I also verify that the Number 19,899,999 is the smallest number that is divisible by 63 and Also its sum is divisible by 63. Here a program I wrote in Python 3. To find this out by brute forcing :

for i in range(9999990, 19900000, 63):
     sum_is = sum(int(d) for d in str(i))
     if sum_is%63==0:
             print(i)

Prints : 
19899999

Also this time I started from 9999990 because this number the last number divisible by 63 that has sum less than 63.

This can also be used to do the same with any number.

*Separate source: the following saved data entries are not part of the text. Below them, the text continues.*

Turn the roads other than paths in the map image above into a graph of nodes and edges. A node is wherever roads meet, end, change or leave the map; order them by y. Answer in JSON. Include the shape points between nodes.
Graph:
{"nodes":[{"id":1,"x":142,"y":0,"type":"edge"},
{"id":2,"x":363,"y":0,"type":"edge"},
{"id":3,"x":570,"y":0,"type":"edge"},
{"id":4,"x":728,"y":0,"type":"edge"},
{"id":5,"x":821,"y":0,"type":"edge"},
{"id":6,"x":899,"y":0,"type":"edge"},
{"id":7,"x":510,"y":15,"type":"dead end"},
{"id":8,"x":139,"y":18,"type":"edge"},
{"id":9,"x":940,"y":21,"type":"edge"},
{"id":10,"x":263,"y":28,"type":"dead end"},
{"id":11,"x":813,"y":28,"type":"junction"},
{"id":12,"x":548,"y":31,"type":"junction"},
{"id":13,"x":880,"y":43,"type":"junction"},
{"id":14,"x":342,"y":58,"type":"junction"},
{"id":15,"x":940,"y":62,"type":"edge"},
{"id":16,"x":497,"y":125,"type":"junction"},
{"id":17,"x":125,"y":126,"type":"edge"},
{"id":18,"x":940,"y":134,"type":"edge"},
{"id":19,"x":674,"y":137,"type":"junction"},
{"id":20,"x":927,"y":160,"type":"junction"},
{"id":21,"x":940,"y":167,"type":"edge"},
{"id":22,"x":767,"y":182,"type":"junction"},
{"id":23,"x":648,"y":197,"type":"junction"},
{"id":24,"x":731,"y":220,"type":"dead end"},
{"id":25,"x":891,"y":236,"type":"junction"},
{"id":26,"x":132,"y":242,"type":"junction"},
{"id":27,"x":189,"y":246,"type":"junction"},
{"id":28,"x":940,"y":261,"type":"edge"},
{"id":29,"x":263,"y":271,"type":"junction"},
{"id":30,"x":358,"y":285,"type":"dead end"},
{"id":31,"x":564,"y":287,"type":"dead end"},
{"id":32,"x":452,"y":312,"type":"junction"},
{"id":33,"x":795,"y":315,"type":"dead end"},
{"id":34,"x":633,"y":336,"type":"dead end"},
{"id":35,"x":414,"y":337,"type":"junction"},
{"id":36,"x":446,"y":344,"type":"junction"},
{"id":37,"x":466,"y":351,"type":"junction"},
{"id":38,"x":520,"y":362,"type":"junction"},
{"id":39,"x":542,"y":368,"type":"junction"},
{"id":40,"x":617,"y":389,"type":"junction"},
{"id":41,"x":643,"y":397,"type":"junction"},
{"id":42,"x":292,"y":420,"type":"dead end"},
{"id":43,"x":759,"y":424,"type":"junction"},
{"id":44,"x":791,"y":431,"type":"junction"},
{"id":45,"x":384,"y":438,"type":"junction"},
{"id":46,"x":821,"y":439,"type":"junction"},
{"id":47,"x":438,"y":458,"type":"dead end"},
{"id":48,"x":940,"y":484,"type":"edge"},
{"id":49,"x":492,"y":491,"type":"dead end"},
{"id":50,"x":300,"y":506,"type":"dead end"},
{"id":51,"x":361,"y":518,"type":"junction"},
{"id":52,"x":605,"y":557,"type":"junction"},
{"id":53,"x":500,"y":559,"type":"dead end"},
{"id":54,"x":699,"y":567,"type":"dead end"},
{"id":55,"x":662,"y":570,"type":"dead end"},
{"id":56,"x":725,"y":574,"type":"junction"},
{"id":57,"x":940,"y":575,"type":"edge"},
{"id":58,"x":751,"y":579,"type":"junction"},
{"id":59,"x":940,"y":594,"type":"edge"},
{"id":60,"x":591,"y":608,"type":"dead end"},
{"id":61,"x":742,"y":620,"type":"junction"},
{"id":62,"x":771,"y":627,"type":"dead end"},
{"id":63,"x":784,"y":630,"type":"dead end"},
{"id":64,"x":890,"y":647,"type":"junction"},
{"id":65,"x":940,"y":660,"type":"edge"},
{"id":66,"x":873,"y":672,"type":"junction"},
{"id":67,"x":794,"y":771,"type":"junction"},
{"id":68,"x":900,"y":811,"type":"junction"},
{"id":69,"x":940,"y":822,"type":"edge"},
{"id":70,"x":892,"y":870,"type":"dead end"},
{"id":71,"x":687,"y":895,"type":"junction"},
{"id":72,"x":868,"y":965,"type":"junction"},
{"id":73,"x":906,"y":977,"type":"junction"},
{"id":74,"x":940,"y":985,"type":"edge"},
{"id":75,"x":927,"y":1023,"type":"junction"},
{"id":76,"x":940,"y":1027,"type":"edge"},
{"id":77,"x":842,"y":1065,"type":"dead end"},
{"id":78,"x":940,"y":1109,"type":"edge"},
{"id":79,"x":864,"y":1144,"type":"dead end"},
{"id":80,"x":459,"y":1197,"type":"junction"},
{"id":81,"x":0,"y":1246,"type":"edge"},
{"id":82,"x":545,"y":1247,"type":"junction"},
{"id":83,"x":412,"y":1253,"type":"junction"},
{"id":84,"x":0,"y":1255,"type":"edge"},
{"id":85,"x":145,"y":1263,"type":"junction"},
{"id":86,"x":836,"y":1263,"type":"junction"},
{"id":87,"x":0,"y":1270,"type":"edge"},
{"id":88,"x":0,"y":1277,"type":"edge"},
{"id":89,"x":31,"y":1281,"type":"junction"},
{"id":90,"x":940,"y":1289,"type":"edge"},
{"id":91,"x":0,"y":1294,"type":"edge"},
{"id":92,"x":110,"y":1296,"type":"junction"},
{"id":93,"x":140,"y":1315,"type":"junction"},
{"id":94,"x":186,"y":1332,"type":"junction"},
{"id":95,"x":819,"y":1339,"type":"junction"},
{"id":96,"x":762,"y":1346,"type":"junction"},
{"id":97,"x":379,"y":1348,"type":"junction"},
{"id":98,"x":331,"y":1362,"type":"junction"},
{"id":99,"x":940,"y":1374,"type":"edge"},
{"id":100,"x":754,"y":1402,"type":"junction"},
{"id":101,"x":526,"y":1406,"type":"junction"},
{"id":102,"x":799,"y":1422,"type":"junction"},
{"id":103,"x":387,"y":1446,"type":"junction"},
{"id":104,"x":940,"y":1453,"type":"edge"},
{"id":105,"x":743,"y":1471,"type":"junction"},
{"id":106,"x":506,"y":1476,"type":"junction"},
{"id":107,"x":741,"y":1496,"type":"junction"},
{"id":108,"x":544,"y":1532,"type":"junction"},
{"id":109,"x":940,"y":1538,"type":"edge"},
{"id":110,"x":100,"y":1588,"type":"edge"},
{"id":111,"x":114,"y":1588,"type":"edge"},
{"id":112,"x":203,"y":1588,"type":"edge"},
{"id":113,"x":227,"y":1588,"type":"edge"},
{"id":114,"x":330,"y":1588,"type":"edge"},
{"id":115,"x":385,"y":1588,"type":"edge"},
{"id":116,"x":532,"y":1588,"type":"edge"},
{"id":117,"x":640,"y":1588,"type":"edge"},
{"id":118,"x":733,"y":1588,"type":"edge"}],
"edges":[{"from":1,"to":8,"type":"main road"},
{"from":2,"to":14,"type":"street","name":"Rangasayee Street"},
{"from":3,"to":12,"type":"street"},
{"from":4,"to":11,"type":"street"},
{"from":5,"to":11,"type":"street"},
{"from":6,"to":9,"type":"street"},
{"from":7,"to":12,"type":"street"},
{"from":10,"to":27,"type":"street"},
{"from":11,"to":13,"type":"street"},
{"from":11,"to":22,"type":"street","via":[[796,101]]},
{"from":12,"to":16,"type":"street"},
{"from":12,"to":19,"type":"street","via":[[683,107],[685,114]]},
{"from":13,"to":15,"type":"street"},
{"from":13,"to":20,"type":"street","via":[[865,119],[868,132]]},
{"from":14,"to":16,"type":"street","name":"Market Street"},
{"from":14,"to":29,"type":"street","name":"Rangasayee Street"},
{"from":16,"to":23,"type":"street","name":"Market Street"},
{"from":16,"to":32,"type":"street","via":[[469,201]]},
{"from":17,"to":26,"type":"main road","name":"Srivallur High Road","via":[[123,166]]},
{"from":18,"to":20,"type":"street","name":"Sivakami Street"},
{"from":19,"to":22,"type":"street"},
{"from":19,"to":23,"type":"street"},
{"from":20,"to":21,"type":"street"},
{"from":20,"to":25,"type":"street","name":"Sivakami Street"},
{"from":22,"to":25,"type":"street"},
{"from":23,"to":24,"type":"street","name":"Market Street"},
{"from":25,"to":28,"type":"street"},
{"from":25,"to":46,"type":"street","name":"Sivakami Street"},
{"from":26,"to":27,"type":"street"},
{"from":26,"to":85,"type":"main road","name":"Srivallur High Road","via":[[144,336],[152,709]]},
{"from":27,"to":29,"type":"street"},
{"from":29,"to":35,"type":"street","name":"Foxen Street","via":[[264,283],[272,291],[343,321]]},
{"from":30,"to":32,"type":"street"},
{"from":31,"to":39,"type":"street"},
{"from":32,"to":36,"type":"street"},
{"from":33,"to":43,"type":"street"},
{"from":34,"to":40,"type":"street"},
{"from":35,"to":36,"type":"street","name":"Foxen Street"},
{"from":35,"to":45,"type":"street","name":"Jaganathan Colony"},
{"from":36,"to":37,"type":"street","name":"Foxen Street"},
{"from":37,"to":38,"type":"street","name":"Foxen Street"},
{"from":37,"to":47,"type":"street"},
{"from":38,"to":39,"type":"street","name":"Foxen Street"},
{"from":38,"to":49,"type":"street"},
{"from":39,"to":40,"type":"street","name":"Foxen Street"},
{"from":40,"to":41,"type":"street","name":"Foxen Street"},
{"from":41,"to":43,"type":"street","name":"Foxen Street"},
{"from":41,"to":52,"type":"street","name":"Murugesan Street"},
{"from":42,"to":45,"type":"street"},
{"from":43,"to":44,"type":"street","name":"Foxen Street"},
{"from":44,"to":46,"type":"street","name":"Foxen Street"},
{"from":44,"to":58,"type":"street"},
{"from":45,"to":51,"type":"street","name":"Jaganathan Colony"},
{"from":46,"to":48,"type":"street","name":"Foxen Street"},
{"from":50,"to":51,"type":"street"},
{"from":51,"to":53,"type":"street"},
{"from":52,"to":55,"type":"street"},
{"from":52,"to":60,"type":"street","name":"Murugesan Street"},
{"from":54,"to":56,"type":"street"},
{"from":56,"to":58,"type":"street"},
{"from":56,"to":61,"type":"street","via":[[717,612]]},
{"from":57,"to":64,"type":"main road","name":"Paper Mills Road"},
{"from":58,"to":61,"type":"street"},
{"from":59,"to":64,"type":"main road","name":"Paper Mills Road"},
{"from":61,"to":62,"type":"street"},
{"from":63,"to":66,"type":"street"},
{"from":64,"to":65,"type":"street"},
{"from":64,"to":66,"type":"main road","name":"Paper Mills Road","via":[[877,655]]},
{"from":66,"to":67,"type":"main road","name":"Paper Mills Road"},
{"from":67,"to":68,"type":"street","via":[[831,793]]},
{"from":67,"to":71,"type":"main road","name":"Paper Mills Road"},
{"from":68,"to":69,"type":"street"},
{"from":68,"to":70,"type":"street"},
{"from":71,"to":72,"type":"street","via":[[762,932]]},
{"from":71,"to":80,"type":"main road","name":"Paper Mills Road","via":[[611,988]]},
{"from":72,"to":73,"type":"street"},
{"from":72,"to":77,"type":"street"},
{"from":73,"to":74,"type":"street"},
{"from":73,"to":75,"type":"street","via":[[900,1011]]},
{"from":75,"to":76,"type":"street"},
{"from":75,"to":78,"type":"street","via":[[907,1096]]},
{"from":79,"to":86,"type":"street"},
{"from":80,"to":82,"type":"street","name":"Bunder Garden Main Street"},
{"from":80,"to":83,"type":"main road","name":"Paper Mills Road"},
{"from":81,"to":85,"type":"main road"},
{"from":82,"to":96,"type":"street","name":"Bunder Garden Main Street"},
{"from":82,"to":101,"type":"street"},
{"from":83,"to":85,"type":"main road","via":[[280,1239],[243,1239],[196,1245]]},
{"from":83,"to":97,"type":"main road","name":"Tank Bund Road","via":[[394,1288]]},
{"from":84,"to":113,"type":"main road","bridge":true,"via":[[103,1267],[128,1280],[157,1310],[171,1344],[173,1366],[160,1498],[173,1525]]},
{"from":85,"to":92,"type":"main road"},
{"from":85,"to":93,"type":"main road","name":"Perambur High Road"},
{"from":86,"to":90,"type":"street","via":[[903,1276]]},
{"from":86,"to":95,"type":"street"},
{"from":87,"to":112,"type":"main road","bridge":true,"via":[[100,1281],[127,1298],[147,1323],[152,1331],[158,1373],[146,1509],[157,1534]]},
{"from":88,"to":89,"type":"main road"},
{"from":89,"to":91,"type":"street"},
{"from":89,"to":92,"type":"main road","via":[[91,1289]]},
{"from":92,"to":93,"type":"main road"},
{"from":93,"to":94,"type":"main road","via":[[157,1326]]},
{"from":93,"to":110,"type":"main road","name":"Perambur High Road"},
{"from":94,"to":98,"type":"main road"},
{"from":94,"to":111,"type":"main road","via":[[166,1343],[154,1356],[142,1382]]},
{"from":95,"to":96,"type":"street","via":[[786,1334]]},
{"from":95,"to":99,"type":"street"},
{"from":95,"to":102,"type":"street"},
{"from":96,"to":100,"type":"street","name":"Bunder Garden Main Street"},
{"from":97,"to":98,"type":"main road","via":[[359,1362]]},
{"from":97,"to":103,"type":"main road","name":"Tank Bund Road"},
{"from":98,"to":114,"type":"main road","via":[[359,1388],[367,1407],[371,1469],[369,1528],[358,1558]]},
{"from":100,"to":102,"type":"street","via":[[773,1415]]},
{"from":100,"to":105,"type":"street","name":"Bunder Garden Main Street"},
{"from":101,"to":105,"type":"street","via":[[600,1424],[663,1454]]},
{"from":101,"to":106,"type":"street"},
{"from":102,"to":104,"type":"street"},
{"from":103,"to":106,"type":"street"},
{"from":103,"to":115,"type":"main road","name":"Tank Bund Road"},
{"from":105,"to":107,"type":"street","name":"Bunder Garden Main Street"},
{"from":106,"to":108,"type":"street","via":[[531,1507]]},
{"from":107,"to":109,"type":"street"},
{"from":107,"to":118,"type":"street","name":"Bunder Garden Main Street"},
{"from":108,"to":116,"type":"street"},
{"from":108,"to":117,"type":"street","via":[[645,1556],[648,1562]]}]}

Just change the range and 63 as you want.

Hope this Helps!

[EDIT SUMMARY] For more Optimization and better Understanding. Added direct summing instead of sum_digits as request/suggested by @Paul Evans. Also added jump of 63 as Suggested by @Kyle Kanos.

Answer 4

The smallest number whose digits all sum to a multiple of $63$ is $9{,}999{,}999$. The next smallest is $18{,}999{,}999$, then $19{,}899{,}999$, then $19,989{,}999$, and so on. All of these are clearly divisible by $9$, so it suffices to check for divisibility by $7$. As it happens, the first two are not, but $19{,}899{,}999/7=2{,}842{,}857$ (and, just to doublecheck, $19{,}899{,}999/63=315{,}873$).

Remark: It's not a priori obvious that any of the numbers described here will turn out to be divisible by $7$. You could say we just got lucky. Or you could do a modular argument to show that luck had nothing to do with it. One thing is obvious: the smallest number sought for is certainly no greater than $777{,}777{,}777$.